Between 2005 and 2023, land prices more than doubled nationwide. Land access and the cost of farmland is the single largest barrier for beginning farmers, who face increasing debt and risk.  

Pension funds, Wall Street investors, and other well-funded entities and individuals looking for good investments have been buying up domestic farmland. Their goal is profit, not food production or stewardship of natural resources. This speculation is contributing to making farmland unaffordable for many independent producers.

In addition to purchasing farmland from ordinary sellers, investors target farmers in crisis, including non-white and Indigenous farmers who may struggle because of systemic discrimination, including documented discrimination by government lenders.

White, non-Hispanic farmers now own 97 percent of all U.S. agricultural land. As we work to correct inequities in farming, we cannot ignore the question of who owns farmland.
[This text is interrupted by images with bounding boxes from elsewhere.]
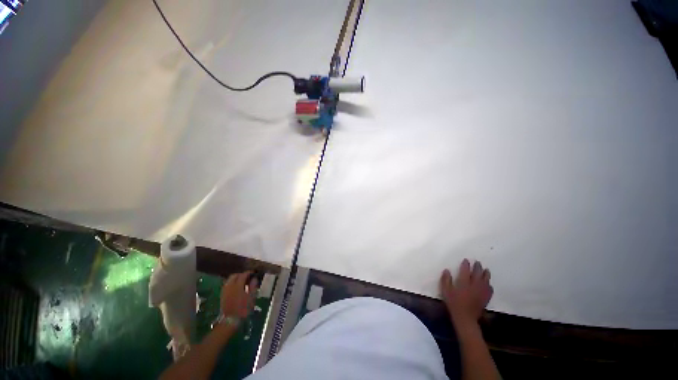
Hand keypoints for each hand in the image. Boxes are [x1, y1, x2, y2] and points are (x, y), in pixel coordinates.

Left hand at [220, 271, 258, 318]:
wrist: (230, 321)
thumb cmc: (243, 309)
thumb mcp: (251, 298)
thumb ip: (253, 286)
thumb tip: (254, 278)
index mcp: (238, 285)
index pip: (243, 274)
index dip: (249, 272)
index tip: (254, 273)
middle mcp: (230, 286)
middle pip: (235, 275)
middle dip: (241, 274)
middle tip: (248, 277)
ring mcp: (225, 290)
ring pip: (230, 280)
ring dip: (236, 278)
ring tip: (243, 282)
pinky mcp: (222, 295)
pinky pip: (227, 285)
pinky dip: (232, 283)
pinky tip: (236, 288)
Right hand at [440, 259, 492, 324]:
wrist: (465, 318)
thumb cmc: (454, 303)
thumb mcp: (445, 291)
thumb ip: (445, 280)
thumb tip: (446, 270)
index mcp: (464, 282)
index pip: (465, 270)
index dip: (466, 264)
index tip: (466, 260)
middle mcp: (474, 285)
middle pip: (477, 273)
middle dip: (477, 267)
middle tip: (477, 262)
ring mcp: (481, 292)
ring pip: (485, 280)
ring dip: (486, 274)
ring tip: (486, 270)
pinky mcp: (485, 298)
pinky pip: (490, 289)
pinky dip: (489, 284)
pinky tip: (488, 284)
Corporate ownership of land, whether foreign or domestic, isn’t good for our rural communities either. It results in depopulation, higher poverty, fewer jobs, and loss of critical infrastructure such as banks and hospitals. More land owned by investors means less land owned by people engaged in producing food, fiber, timber, and other products that keep our food system stable and our economy running.

Yet since the 2008 financial crisis, corporate investment in land has been increasing steadily with little attention from lawmakers. The number of institutionally owned properties tripled between 2009 and 2022. Federal farm policy incentivizes investment, as owners use taxpayer-funded programs to protect profits. What little regulation of corporate investment exists is mostly state-level and has been whittled down due to industry lobbying and bad court decisions. 

Four hundred million acres — 40 percent of all U.S. farmland — is expected to change hands in the next two decades, though much of that land will be inherited. One generation of farmers is retiring, and the next is ready to step up. If decisionmakers want to be sure that farmland continues to contribute to the security of the American food system and economy, and if they want rural communities to thrive, the time to act to protect farmers is now.

The Farmland for Farmers Act of 2023, which was introduced in the U.S. Senate this month, would do just that. It discourages speculative investment in farmland in several ways. It restricts investment funds and other corporate actors from new purchases and leases of agricultural land. It takes away their access to USDA and Farm Credit Service programs and benefits, which should exist to support farmers, not investors.

It also strengthens states’ authority to regulate both foreign and domestic corporate ownership of farmland. The bill keeps its focus on large investors. Entities with owners actively engaged in farming, nonprofits, farm cooperatives, and others would be exempt from the proposed regulations.

Family farm ownership is a foundation of financial and social well-being for America’s rural communities. Farms must remain in the hands of the people who feed us.

Fran Miller is a senior staff attorney and adjunct faculty member at the Center for Agriculture and Food Systems at Vermont Law and Graduate School.